Pour les équipes de SYV, l’enjeu est d’allier réactivité et analyse en prenant en compte une multitude de données. Quelle est la longueur du tronçon à traiter ? Quel est le niveau de fréquentation routière sur cette zone ? Quelles ressources humaines, matérielles et financières sont nécessaires et disponibles pour cette intervention ? Pour faciliter le processus, les agents utilisent l’IA et le SIG (système d’information géographique) pour centraliser toutes les données d’exploitation routière. Tous les deux ans, l’ensemble des axes départementaux est passé au peigne fin par un véhicule bardé de caméras embarquées reliées à un logiciel d’analyse. Ce dispositif sillonne le territoire et permet une mise à jour ultra précise du diagnostic du réseau. Toutes les auscultations du réseau permettent ainsi d’actualiser régulièrement une carte du département sur laquelle un code couleur indique l’état de santé de chaque secteur.
« Ces actions nous octroient une connaissance fine de l’état du patrimoine routier et permettent de mieux cibler les interventions, d’optimiser les budgets et de bâtir des programmes d’entretien plus durables et plus efficients. L’innovation est un levier de performance humaine et contribue à l’attractivité du territoire », détaille Céline Maurize, directrice générale du SMO (syndicat mixte ouvert) Seine Yvelines Voirie.
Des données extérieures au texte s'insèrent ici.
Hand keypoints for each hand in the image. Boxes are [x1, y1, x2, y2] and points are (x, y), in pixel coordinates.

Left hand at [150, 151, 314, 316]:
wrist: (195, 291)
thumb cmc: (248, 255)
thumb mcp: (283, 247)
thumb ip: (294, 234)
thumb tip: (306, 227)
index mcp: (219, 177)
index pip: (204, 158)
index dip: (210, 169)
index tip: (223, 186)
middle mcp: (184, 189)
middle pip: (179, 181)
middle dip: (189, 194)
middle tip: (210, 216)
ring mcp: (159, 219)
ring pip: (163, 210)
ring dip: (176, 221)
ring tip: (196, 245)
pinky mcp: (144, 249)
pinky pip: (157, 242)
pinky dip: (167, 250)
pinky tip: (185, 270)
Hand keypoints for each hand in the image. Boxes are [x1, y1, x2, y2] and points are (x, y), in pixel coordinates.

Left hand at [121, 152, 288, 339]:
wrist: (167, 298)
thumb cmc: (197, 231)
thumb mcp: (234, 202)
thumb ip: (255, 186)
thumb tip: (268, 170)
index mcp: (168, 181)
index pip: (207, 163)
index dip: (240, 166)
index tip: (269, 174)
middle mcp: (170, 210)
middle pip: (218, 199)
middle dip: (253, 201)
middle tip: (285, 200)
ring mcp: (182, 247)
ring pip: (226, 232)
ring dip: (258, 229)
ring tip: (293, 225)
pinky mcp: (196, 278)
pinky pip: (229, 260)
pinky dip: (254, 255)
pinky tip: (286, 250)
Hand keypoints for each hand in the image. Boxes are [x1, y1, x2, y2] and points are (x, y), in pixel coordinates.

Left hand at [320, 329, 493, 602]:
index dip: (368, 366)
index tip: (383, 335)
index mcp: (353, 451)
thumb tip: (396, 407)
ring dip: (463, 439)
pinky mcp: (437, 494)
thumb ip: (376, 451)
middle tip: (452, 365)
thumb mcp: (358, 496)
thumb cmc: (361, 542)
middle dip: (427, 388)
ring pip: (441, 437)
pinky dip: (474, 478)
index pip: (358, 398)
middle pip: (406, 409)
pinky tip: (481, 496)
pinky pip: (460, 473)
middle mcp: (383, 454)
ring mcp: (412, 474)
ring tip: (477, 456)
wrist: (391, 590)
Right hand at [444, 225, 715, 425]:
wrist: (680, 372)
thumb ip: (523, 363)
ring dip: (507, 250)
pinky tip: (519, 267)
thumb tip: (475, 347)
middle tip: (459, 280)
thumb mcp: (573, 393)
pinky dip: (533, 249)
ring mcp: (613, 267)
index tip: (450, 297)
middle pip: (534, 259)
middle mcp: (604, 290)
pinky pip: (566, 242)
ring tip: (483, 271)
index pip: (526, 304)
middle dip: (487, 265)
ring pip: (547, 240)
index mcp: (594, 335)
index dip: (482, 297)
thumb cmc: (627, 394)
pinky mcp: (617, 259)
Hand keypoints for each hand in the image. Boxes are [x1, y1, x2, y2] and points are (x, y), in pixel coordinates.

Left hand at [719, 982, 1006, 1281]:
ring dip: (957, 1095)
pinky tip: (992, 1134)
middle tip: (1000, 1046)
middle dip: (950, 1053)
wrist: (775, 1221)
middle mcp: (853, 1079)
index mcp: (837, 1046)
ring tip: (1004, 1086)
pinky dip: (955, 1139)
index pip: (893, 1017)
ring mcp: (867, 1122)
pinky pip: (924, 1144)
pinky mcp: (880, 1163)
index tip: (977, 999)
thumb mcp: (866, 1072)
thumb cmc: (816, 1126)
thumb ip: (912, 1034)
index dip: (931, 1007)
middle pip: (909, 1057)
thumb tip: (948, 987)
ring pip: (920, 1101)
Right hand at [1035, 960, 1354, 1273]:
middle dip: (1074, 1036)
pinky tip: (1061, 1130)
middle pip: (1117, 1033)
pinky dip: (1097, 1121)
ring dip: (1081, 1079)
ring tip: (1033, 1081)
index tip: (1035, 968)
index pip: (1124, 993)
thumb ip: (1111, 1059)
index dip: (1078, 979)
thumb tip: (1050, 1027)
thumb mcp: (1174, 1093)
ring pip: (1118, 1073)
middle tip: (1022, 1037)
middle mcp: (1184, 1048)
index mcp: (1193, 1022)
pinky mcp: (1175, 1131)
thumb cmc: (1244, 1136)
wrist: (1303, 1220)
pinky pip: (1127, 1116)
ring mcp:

De ce fait, et selon le type de dégradation identifiée (fissurations, nid-de-poule, faïençage…), la solution la plus optimale est appliquée.
Une double expertise pour une qualité de service optimale
C’est en cela que l’enveloppe de 8 M€ allouée par le Conseil départemental est primordiale. Ce programme de renforcement en investissement optimise les moyens engagés et garantit la pérennité des routes départementales. Dans cette mission complexe, Seine Yvelines Voirie peut compter sur ses 234 agents pour surveiller et agir avec efficacité sur les 1 500 kilomètres de routes départementales, 1 077 ouvrages d’art (ponts, tunnels) et 1 063 carrefours à feux, pistes cyclables, fossés et accotements. « Chaque jour, nous œuvrons à la sécurité et au confort aux usagers en assurant la viabilité des ouvrages. Pour cela, l’anticipation de leur vieillissement est importante. L’aide du SIG, l’œil expert des agents et un suivi assidu de chaque secteur nous permettent de constituer une base de données conséquente pour une efficacité d’intervention maximale », souligne Sarah Berberian, sous-directrice programmation, achats et transformation durable chez SYV.
Lors des auscultations routières réalisées au printemps 2022, plusieurs sections de routes départementales ont montré des dégradations importantes. Elles ont été inscrites dans un programme de travaux réalisé en 2025 : RD 130 à Gargenville ; RD 37 à Lommoye ; RD 912 à Maulette ; RD 91 à Dampierre en Yvelines ; RD 30 à Plaisir/ Thiverval-Grignon/ Chavenay ; RD 58 à Elancourt.
Jour après jour, le Département œuvre ainsi au confort d’usage des Yvelinois en mettant toutes les chances de son côté pour anticiper les désagréments, bien que les imprévus (les conditions climatiques notamment) fassent partie du jeu. Entre entretien, réhabilitation ou reconstruction, les agents sont constamment en quête du meilleur équilibre dans le cadre de leur mission de service public.